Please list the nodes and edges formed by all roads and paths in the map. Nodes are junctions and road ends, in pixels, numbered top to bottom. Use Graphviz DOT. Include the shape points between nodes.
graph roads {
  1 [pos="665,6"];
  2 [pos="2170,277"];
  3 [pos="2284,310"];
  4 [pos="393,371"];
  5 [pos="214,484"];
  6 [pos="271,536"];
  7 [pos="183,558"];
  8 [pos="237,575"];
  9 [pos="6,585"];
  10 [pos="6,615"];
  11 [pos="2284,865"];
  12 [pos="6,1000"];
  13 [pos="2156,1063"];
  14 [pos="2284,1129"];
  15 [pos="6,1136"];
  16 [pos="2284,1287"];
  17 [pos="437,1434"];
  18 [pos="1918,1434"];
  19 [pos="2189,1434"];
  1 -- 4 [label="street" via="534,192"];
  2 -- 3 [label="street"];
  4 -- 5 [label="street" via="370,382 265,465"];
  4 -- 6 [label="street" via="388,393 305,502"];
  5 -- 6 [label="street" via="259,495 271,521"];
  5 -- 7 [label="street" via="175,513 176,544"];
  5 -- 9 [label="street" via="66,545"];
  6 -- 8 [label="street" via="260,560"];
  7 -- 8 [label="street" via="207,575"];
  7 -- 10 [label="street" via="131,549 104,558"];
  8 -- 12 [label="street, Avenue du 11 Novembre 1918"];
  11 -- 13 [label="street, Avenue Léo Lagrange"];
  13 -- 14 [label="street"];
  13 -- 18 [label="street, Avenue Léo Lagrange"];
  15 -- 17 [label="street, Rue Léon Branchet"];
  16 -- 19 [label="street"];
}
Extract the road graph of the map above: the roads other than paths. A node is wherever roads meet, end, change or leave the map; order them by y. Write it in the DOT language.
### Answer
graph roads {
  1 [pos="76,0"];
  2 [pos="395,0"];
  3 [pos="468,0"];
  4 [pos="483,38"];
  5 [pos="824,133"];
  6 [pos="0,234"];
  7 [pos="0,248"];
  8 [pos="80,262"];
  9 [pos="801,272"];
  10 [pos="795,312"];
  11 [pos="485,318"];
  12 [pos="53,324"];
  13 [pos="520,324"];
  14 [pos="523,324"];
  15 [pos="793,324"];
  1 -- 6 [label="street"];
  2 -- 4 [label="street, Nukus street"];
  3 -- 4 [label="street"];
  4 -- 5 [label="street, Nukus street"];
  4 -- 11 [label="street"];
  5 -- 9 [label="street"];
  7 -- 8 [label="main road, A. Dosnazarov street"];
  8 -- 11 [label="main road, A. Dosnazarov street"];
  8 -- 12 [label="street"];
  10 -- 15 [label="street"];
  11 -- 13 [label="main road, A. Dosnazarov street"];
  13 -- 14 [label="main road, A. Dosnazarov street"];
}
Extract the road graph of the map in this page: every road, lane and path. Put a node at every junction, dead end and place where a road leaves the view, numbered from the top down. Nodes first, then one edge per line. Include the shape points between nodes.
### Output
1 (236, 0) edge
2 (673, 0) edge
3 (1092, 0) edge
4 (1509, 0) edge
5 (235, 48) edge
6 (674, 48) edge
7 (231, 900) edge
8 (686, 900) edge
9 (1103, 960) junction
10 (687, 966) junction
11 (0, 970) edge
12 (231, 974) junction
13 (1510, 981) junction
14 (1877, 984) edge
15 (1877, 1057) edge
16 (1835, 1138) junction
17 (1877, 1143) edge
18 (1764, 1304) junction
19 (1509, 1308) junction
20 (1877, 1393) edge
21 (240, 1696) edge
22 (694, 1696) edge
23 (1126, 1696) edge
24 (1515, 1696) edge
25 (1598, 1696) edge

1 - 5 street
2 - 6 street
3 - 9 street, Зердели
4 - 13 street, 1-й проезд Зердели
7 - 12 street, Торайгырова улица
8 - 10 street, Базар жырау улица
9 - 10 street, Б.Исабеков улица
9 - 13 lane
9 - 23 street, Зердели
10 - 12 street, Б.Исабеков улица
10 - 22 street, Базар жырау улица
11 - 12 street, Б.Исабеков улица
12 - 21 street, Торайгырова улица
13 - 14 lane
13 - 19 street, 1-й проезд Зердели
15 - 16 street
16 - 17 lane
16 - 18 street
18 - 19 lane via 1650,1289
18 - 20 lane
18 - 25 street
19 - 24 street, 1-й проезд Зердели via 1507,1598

--

= Instructions to follow =
Your reply should hold all the lines from the listing above in which "Extract" appears.

= Response for this exercise =
Extract the road graph of the map above: the roads other than paths. A node is wherever roads meet, end, change or leave the map; order them by y. Write it in the DOT language.
Extract the road graph of the map in this page: every road, lane and path. Put a node at every junction, dead end and place where a road leaves the view, numbered from the top down. Nodes first, then one edge per line. Include the shape points between nodes.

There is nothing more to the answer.